0

While running cronjobs and using mk-job from check_mk to monitor its result, I've stumbled across this:

bash:

$ /usr/bin/time -f "time_exit: %x" timeout -s SIGKILL 2s sleep 10; echo "shell_exit: $?"
Command terminated by signal 9
time_exit: 0
shell_exit: 137

The exit code returned from /usr/bin/time differs from the exit code it writes to a formatted output:

time_exit != shell_exit

why?

But when using the default SIGHUP signal, exit codes match:

$ /usr/bin/time -f "time_exit: %x" timeout -s SIGHUP 2s sleep 10; echo "shell_exit: $?"
Command exited with non-zero status 124
time_exit: 124
shell_exit: 124

In the meanwhile I will use timeout -k 10s 2s ... which will first send SIGHUP and after 10s a SIGKILL, if the process was still running. In the hope that SIGHUP would properly stop it.

Background

check_mk provides mk-job to monitor job executions. mk-job uses time to record execution times AND exit code.

man time:

The time command returns when the program exits, stops, or is terminated by a signal. If the program exited normally, the return value of time is the return value of the program it executed and measured. Otherwise, the return value is 128 plus the number of the signal which caused the program to stop or terminate.

man timeout:

... It may be necessary to use the KILL (9) signal, since this signal cannot be caught, in which case the exit status is 128+9 rather than 124.

marc_s
  • 732,580
  • 175
  • 1,330
  • 1,459

1 Answers1

1

GNU time's %x only makes sense when the process exits normally, not killed by signals.
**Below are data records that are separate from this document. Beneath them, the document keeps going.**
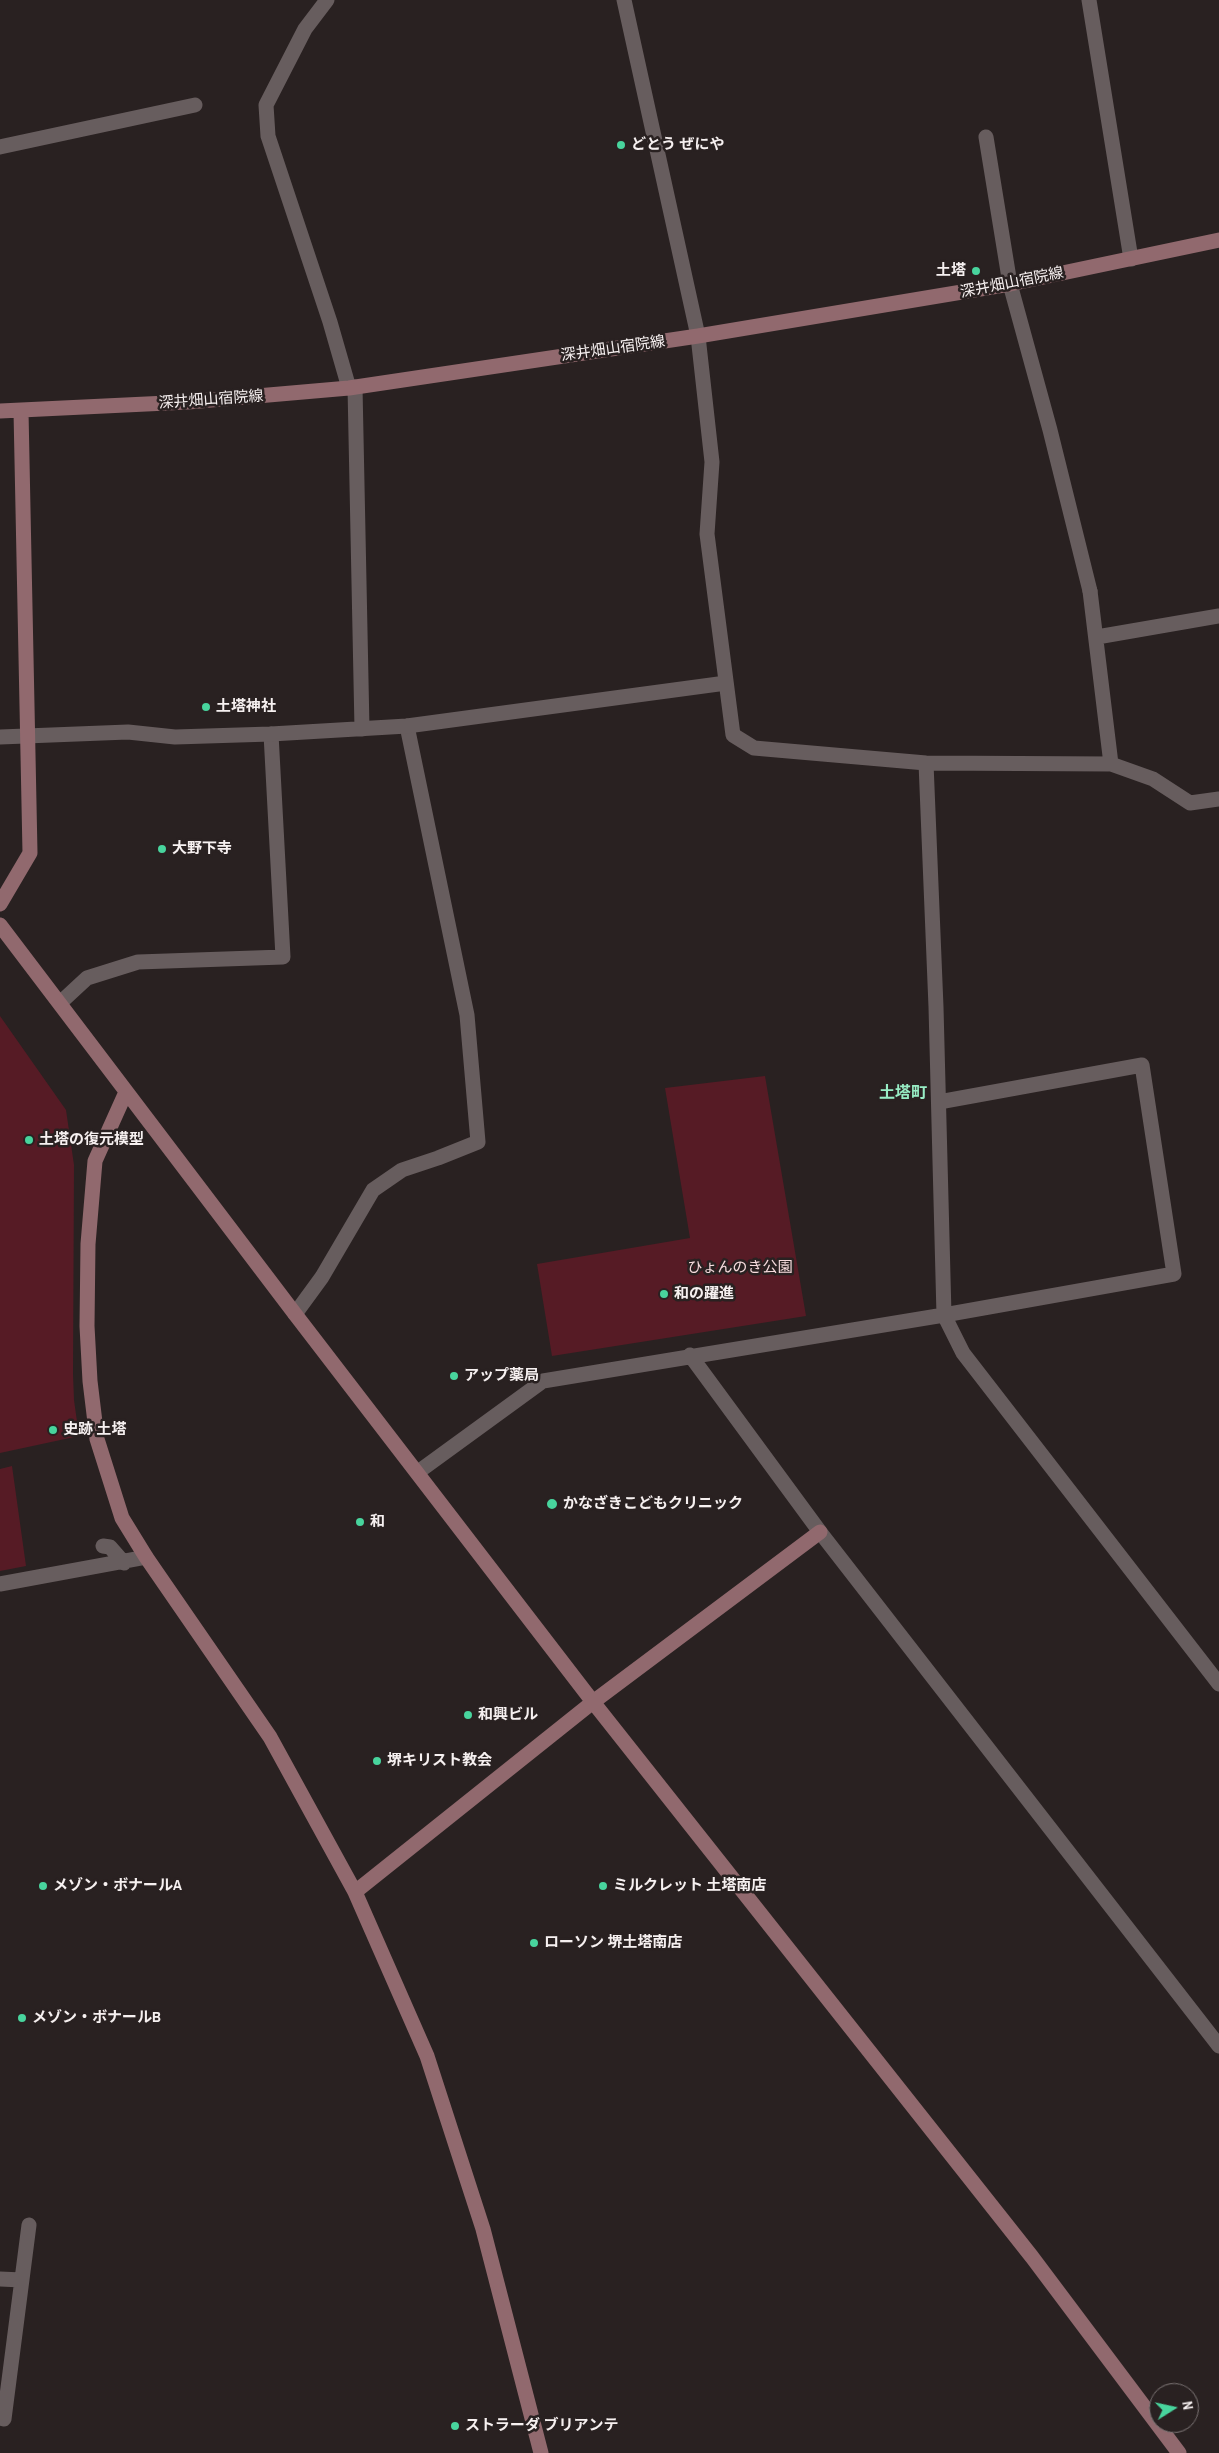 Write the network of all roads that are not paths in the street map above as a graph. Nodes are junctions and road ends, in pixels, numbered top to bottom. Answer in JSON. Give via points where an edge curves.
{"nodes":[{"id":1,"x":327,"y":0,"type":"edge"},
{"id":2,"x":624,"y":0,"type":"edge"},
{"id":3,"x":1089,"y":0,"type":"edge"},
{"id":4,"x":195,"y":104,"type":"dead end"},
{"id":5,"x":986,"y":136,"type":"dead end"},
{"id":6,"x":0,"y":147,"type":"edge"},
{"id":7,"x":1219,"y":240,"type":"edge"},
{"id":8,"x":1131,"y":259,"type":"junction"},
{"id":9,"x":1010,"y":284,"type":"junction"},
{"id":10,"x":698,"y":336,"type":"junction"},
{"id":11,"x":352,"y":388,"type":"junction"},
{"id":12,"x":0,"y":411,"type":"edge"},
{"id":13,"x":21,"y":411,"type":"junction"},
{"id":14,"x":1219,"y":616,"type":"edge"},
{"id":15,"x":1097,"y":637,"type":"junction"},
{"id":16,"x":726,"y":683,"type":"junction"},
{"id":17,"x":407,"y":726,"type":"junction"},
{"id":18,"x":362,"y":728,"type":"junction"},
{"id":19,"x":271,"y":734,"type":"junction"},
{"id":20,"x":26,"y":735,"type":"junction"},
{"id":21,"x":0,"y":736,"type":"edge"},
{"id":22,"x":926,"y":763,"type":"junction"},
{"id":23,"x":1111,"y":764,"type":"junction"},
{"id":24,"x":1219,"y":799,"type":"edge"},
{"id":25,"x":0,"y":904,"type":"edge"},
{"id":26,"x":0,"y":925,"type":"edge"},
{"id":27,"x":60,"y":1003,"type":"junction"},
{"id":28,"x":126,"y":1092,"type":"junction"},
{"id":29,"x":939,"y":1102,"type":"junction"},
{"id":30,"x":294,"y":1314,"type":"junction"},
{"id":31,"x":944,"y":1315,"type":"junction"},
{"id":32,"x":690,"y":1355,"type":"junction"},
{"id":33,"x":418,"y":1472,"type":"junction"},
{"id":34,"x":820,"y":1532,"type":"junction"},
{"id":35,"x":103,"y":1546,"type":"dead end"},
{"id":36,"x":146,"y":1557,"type":"junction"},
{"id":37,"x":124,"y":1563,"type":"junction"},
{"id":38,"x":0,"y":1584,"type":"edge"},
{"id":39,"x":1219,"y":1684,"type":"edge"},
{"id":40,"x":593,"y":1702,"type":"junction"},
{"id":41,"x":355,"y":1892,"type":"junction"},
{"id":42,"x":1219,"y":2046,"type":"edge"},
{"id":43,"x":29,"y":2224,"type":"dead end"},
{"id":44,"x":0,"y":2279,"type":"edge"},
{"id":45,"x":22,"y":2280,"type":"junction"},
{"id":46,"x":0,"y":2418,"type":"edge"},
{"id":47,"x":541,"y":2453,"type":"edge"},
{"id":48,"x":1179,"y":2453,"type":"edge"}],
"edges":[{"from":1,"to":11,"type":"street","via":[[305,29],[266,105],[268,136]]},
{"from":2,"to":10,"type":"street"},
{"from":3,"to":8,"type":"street"},
{"from":4,"to":6,"type":"street"},
{"from":5,"to":9,"type":"street"},
{"from":7,"to":8,"type":"street","name":"深井畑山宿院線"},
{"from":8,"to":9,"type":"street","name":"深井畑山宿院線"},
{"from":9,"to":10,"type":"street","name":"深井畑山宿院線"},
{"from":9,"to":15,"type":"street","via":[[1090,591]]},
{"from":10,"to":11,"type":"street","name":"深井畑山宿院線"},
{"from":10,"to":16,"type":"street","via":[[712,462],[707,534]]},
{"from":11,"to":13,"type":"street","name":"深井畑山宿院線","via":[[188,402]]},
{"from":11,"to":18,"type":"street"},
{"from":12,"to":13,"type":"street","name":"深井畑山宿院線"},
{"from":13,"to":20,"type":"street"},
{"from":14,"to":15,"type":"street"},
{"from":15,"to":23,"type":"street"},
{"from":16,"to":17,"type":"street"},
{"from":16,"to":22,"type":"street","via":[[733,735],[754,748]]},
{"from":17,"to":18,"type":"street"},
{"from":17,"to":30,"type":"street","via":[[467,1015],[478,1142],[402,1170],[373,1190],[322,1277]]},
{"from":18,"to":19,"type":"street"},
{"from":19,"to":20,"type":"street","via":[[175,737],[128,732]]},
{"from":19,"to":27,"type":"street","via":[[283,957],[138,962],[88,978]]},
{"from":20,"to":21,"type":"street"},
{"from":20,"to":25,"type":"street","via":[[30,853]]},
{"from":22,"to":23,"type":"street"},
{"from":22,"to":29,"type":"street"},
{"from":23,"to":24,"type":"street","via":[[1153,779],[1190,803]]},
{"from":26,"to":27,"type":"street"},
{"from":27,"to":28,"type":"street"},
{"from":28,"to":30,"type":"street"},
{"from":28,"to":36,"type":"street","via":[[95,1161],[88,1244],[90,1381],[97,1439],[122,1518]]},
{"from":29,"to":31,"type":"street"},
{"from":29,"to":31,"type":"street","via":[[1142,1065],[1174,1274]]},
{"from":30,"to":33,"type":"street"},
{"from":31,"to":32,"type":"street"},
{"from":31,"to":39,"type":"street","via":[[963,1353]]},
{"from":32,"to":33,"type":"street","via":[[543,1381]]},
{"from":32,"to":34,"type":"street"},
{"from":33,"to":40,"type":"street"},
{"from":34,"to":40,"type":"street"},
{"from":34,"to":42,"type":"street"},
{"from":35,"to":37,"type":"street","via":[[110,1547]]},
{"from":36,"to":37,"type":"street"},
{"from":36,"to":41,"type":"street","via":[[270,1737]]},
{"from":37,"to":38,"type":"street"},
{"from":40,"to":41,"type":"street"},
{"from":40,"to":48,"type":"street","via":[[1032,2257]]},
{"from":41,"to":47,"type":"street","via":[[428,2056],[483,2228]]},
{"from":43,"to":45,"type":"street"},
{"from":44,"to":45,"type":"street"},
{"from":45,"to":46,"type":"street","via":[[4,2419]]}]}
[STEP 101] $ /usr/bin/time -f "%%x = %x" bash -c 'exit 2'; echo '$? = '$?
Command exited with non-zero status 2
%x = 2
$? = 2
[STEP 102] $ /usr/bin/time -f "%%x = %x" bash -c 'exit 137'; echo '$? = '$?
Command exited with non-zero status 137
%x = 137
$? = 137
[STEP 103] $ /usr/bin/time -f "%%x = %x" bash -c 'kill -KILL $$'; echo '$? = '$?
Command terminated by signal 9
%x = 0
$? = 137
[STEP 104] $

For time timeout -s SIGKILL 2s sleep 10, timeout exits normally with 137, it's not killed by SIGKILL, just like bash -c 'exit 137' in my example.


UPDATE:

Took a look at time's source code and found out %x is blindly calling WEXITSTATUS() no matter the process exits normally or not.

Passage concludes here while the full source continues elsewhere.